Si sono delineate due varianti possibili: una basata sull´uso della
forza, l´altra su un uso della politica. La linea di frattura percorre tanto
il Consiglio di Sicurezza dell´Onu, quanto la Nato; tanto l´Europa
quanto l´America. Tutta la comunità internazionale è stata
dilaniata da questa divisione. E bisogna essere del tutto espliciti al riguardo:
la maggioranza è evidentemente contraria alla guerra contro l´Iraq,
ed è favorevole a un prolungamento della missione degli ispettori, così
come all´individuazione di misure necessarie affinché dall´Iraq
non emerga in futuro qualche pericolo. L´Amministrazione degli
Stati Uniti, al contrario, ha puntato tutto su una soluzione militare del problema
e non intende prendere in esame nessun altro argomento. Nello stesso tempo quelli
che essa considera argomenti non convincono nessuno. Ancora non erano terminati
i lavori degli ispettori e Washington già annunciava di voler risolvere
la questione con la forza. La Germania, la Francia, hanno avanzato proposte concrete
affinché il lavoro degli ispettori possa andare fino al suo compimento.

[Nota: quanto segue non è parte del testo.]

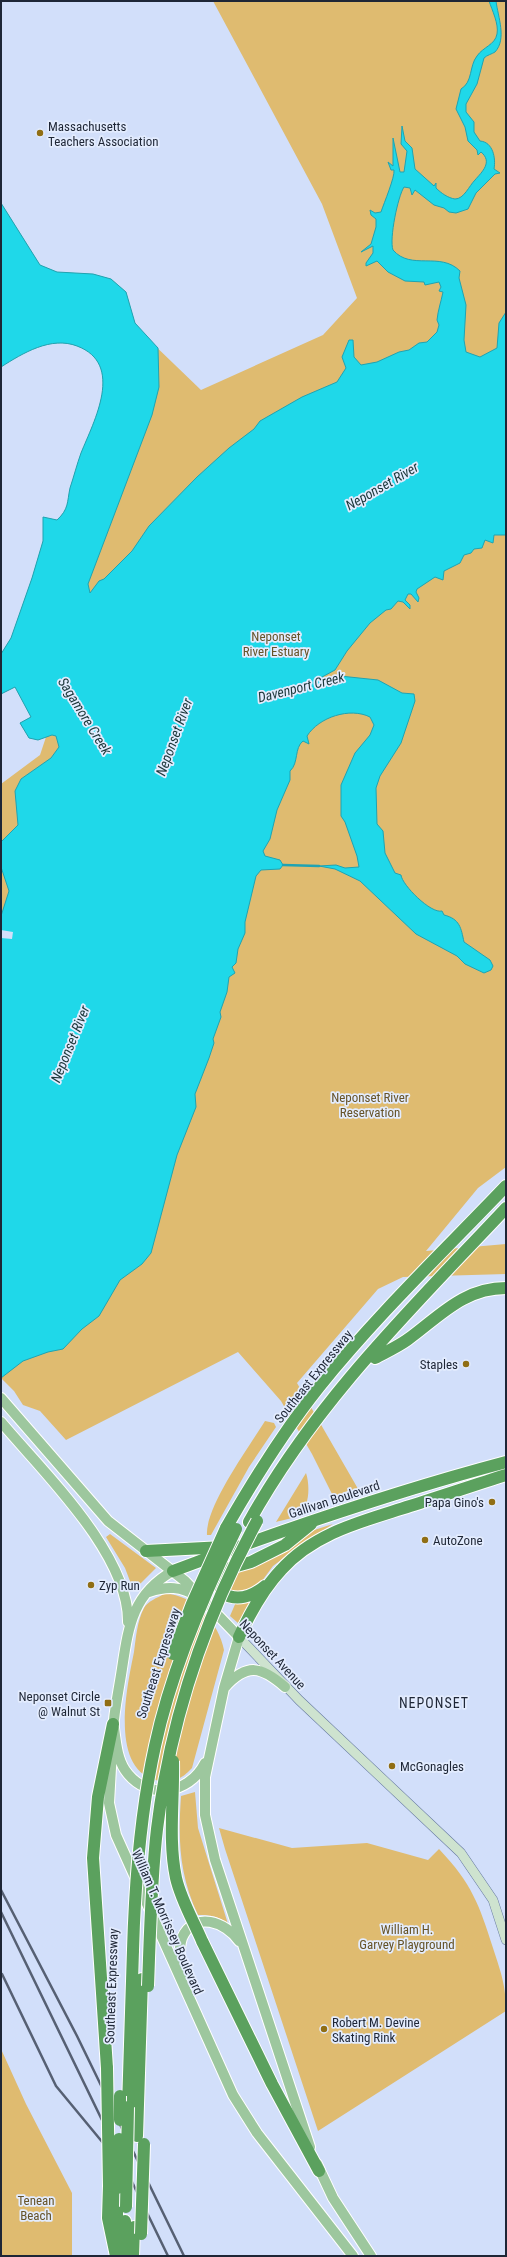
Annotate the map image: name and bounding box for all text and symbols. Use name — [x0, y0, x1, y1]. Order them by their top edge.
place label: Massachusetts Teachers Association — [48, 119, 158, 149]
marker: Massachusetts Teachers Association — [35, 128, 45, 138]
water label: Neponset River — [343, 458, 422, 513]
park label: Neponset River Estuary — [243, 629, 310, 659]
water label: Davenport Creek — [256, 668, 347, 705]
water label: Sagamore Creek — [55, 674, 116, 758]
water label: Neponset River — [153, 695, 196, 778]
water label: Neponset River — [47, 1003, 93, 1085]
park label: Neponset River Reservation — [331, 1090, 409, 1120]
street label: Southeast Expressway — [271, 1326, 356, 1426]
place label: Staples — [420, 1357, 458, 1372]
marker: Staples — [461, 1359, 471, 1369]
street label: Gallivan Boulevard — [287, 1478, 382, 1521]
place label: Papa Gino's — [425, 1495, 484, 1510]
marker: Papa Gino's — [487, 1497, 497, 1507]
place label: AutoZone — [433, 1533, 483, 1548]
marker: AutoZone — [420, 1535, 430, 1545]
place label: Zyp Run — [99, 1578, 140, 1593]
marker: Zyp Run — [86, 1580, 96, 1590]
street label: Southeast Expressway — [134, 1606, 184, 1720]
street label: Neponset Avenue — [237, 1616, 309, 1692]
place label: Neponset Circle @ Walnut St — [18, 1689, 100, 1719]
district label: NEPONSET — [399, 1695, 469, 1711]
marker: Neponset Circle @ Walnut St — [103, 1698, 113, 1708]
place label: McGonagles — [400, 1759, 464, 1774]
marker: McGonagles — [387, 1761, 397, 1771]
street label: William T. Morrissey Boulevard — [129, 1848, 206, 1997]
park label: William H. Garvey Playground — [359, 1922, 455, 1952]
street label: Southeast Expressway — [102, 1928, 121, 2044]
place label: Robert M. Devine Skating Rink — [332, 2015, 420, 2045]
marker: Robert M. Devine Skating Rink — [319, 2024, 329, 2034]
park label: Tenean Beach — [17, 2193, 55, 2223]

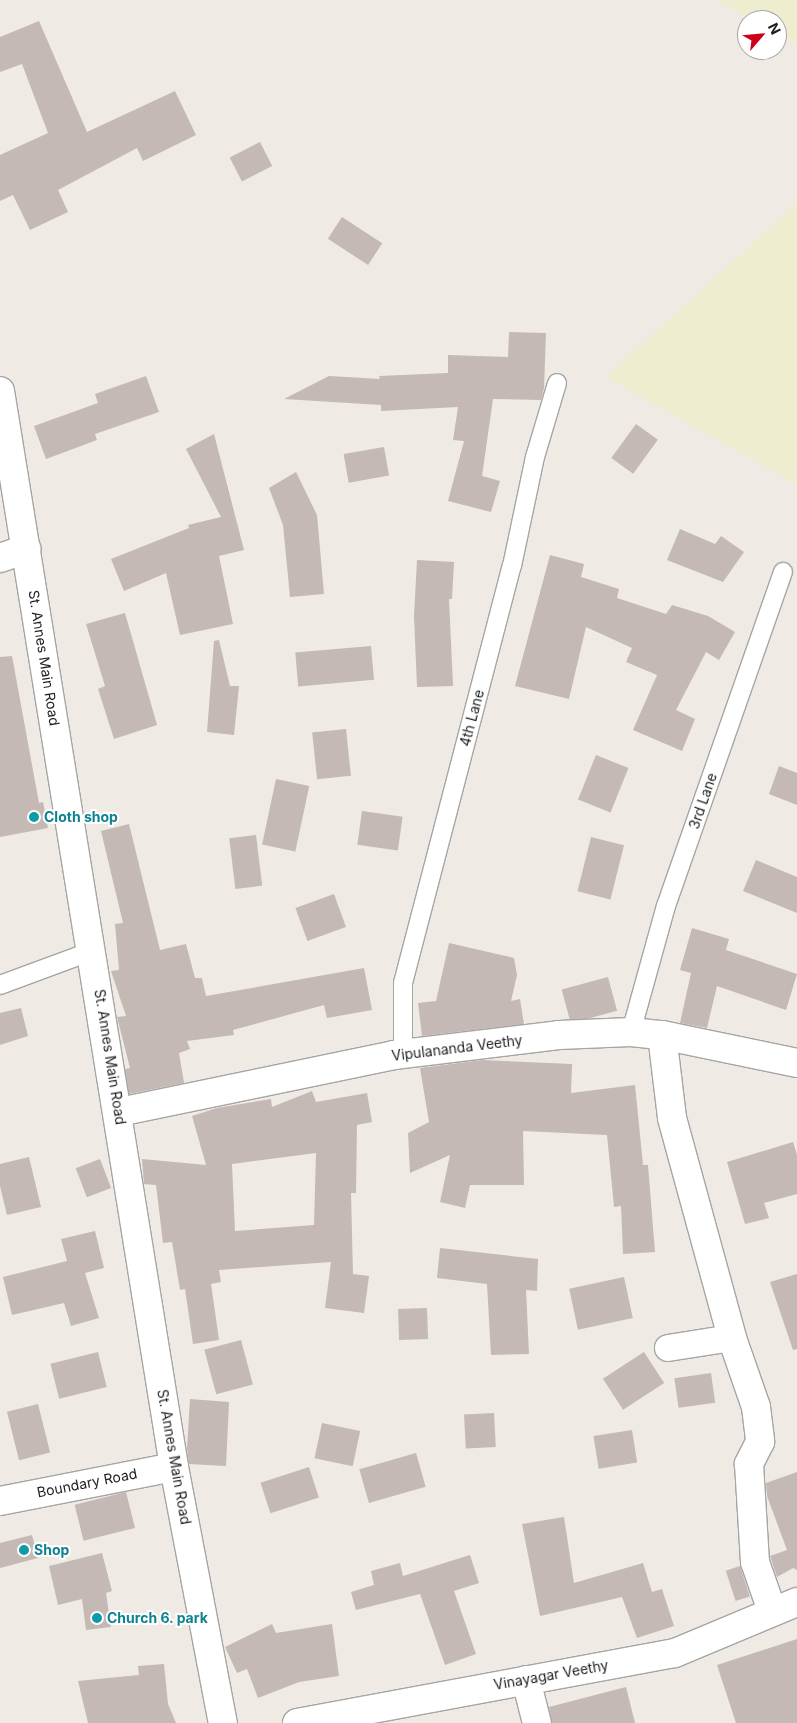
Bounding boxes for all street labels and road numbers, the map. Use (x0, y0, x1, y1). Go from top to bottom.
street label: St. Annes Main Road (25, 589, 63, 727)
street label: 4th Lane (456, 688, 488, 748)
street label: 3rd Lane (686, 771, 720, 831)
street label: St. Annes Main Road (91, 988, 129, 1126)
street label: Vipulananda Veethy (391, 1032, 523, 1064)
street label: St. Annes Main Road (154, 1388, 194, 1526)
street label: Boundary Road (36, 1465, 138, 1501)
street label: Vinayagar Veethy (492, 1657, 610, 1693)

Quelle proposte sono state chiaramente sostenute dal presidente Putin.
Dal canto suo l´Iraq ha fatto passi concilianti e ha accettato l´idea
di voli di controllo ravvicinato, così come altre richieste concernenti
l´efficacia delle verifiche. Ma la direzione politica degli Stati Uniti
sembra non accorgersi di tutto questo e si comporta come se non la interessasse.
Peggio ancora: non cessa di ripetere che è pronta ad agire per conto pro-
prio, senza ascoltare nessuno. Tutti capiscono cosa comporta tutto ciò.

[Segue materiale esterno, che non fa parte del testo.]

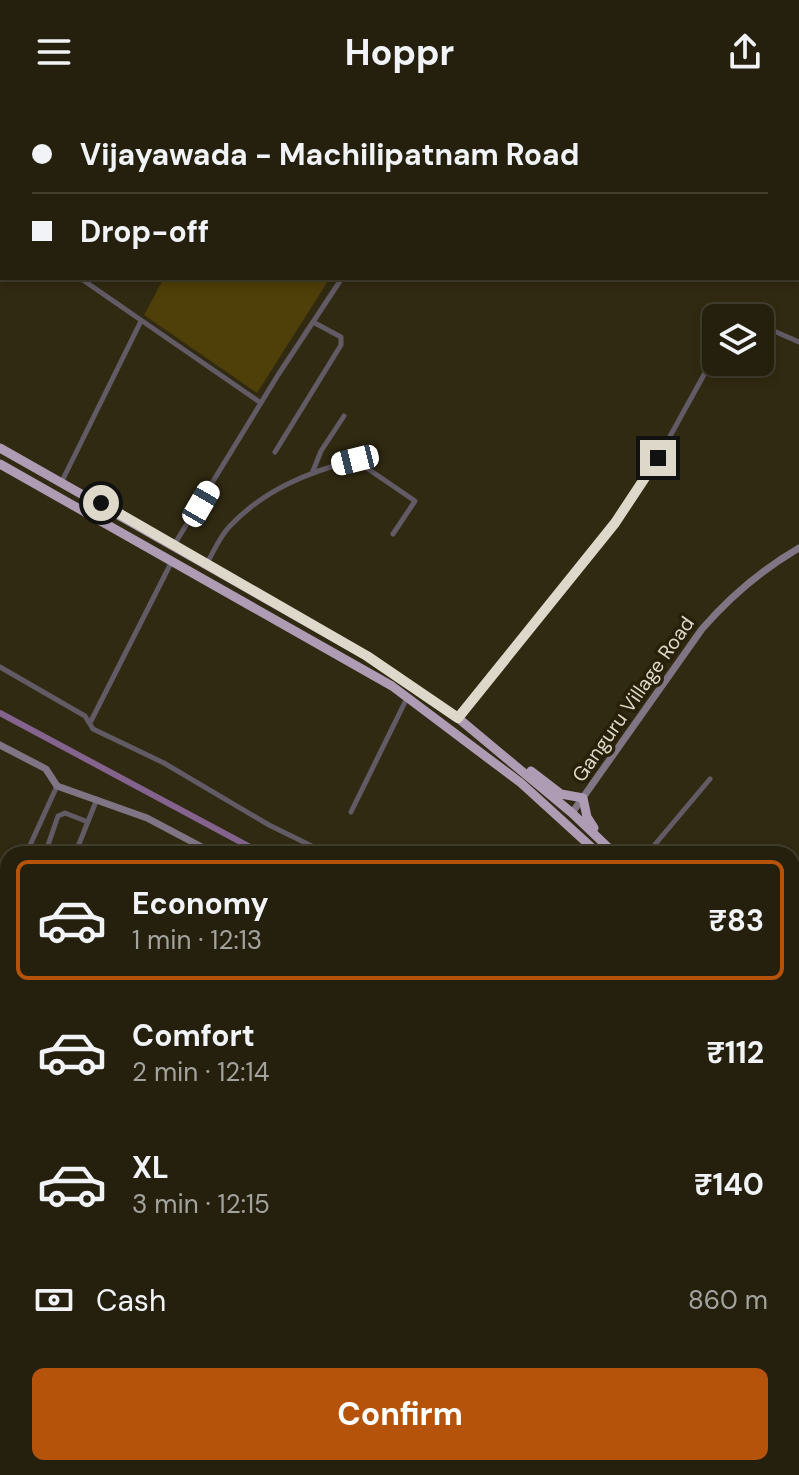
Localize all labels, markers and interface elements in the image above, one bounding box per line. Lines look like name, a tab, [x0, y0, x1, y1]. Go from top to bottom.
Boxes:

Prima di tutto morte e distruzione per la popolazione irachena. Ma sarà
anche un durissimo colpo all´autorità del Consiglio di Sicurezza,
caposaldo della comunità internazionale, strumento essenziale per la decisione
collettiva dei problemi della sicurezza. Ma Washington sceglie una rotta di collisione
verso coloro che sono stati suoi partner e ancora affermano di voler mantenere
una partnership strategica con gli Stati Uniti. Un tale comportamento dell´attuale
Amministrazione americana, così inspiegabile in termini politici e perfino
razionali, costringe tutti a porsi una domanda: ma davvero tutto ciò ha
a che fare con l´Iraq? Oppure l´Iraq è solo una vittima occasionale,
una specie di pretesto? Oppure si vuole oltrepassare consapevolmente la soglia
oltre la quale l´intera situazione mondiale verrà destabilizzata,
con l´obiettivo di mettere in piedi un nuovo ordine mondiale non più
guidato dal diritto, ma dalla forza? Certo, un nuovo ordine mondiale
è estremamente necessario. Ma l´Amministrazione degli Stati Uniti
sembra convinta che esso dovrà essere una dépendance di Washington,
dove si prenderanno in conto gli interessi americani e verranno ignorati gli interessi
di tutti gli altri. Questo è un errore doppio. In primo luogo
perché non è accettabile, in linea di principio e di fatto, che
gli Stati Uniti decidano da soli quali siano gli interessi da difendere e considerino
la propria sicurezza un valore superiore a quello della sicurezza collettiva.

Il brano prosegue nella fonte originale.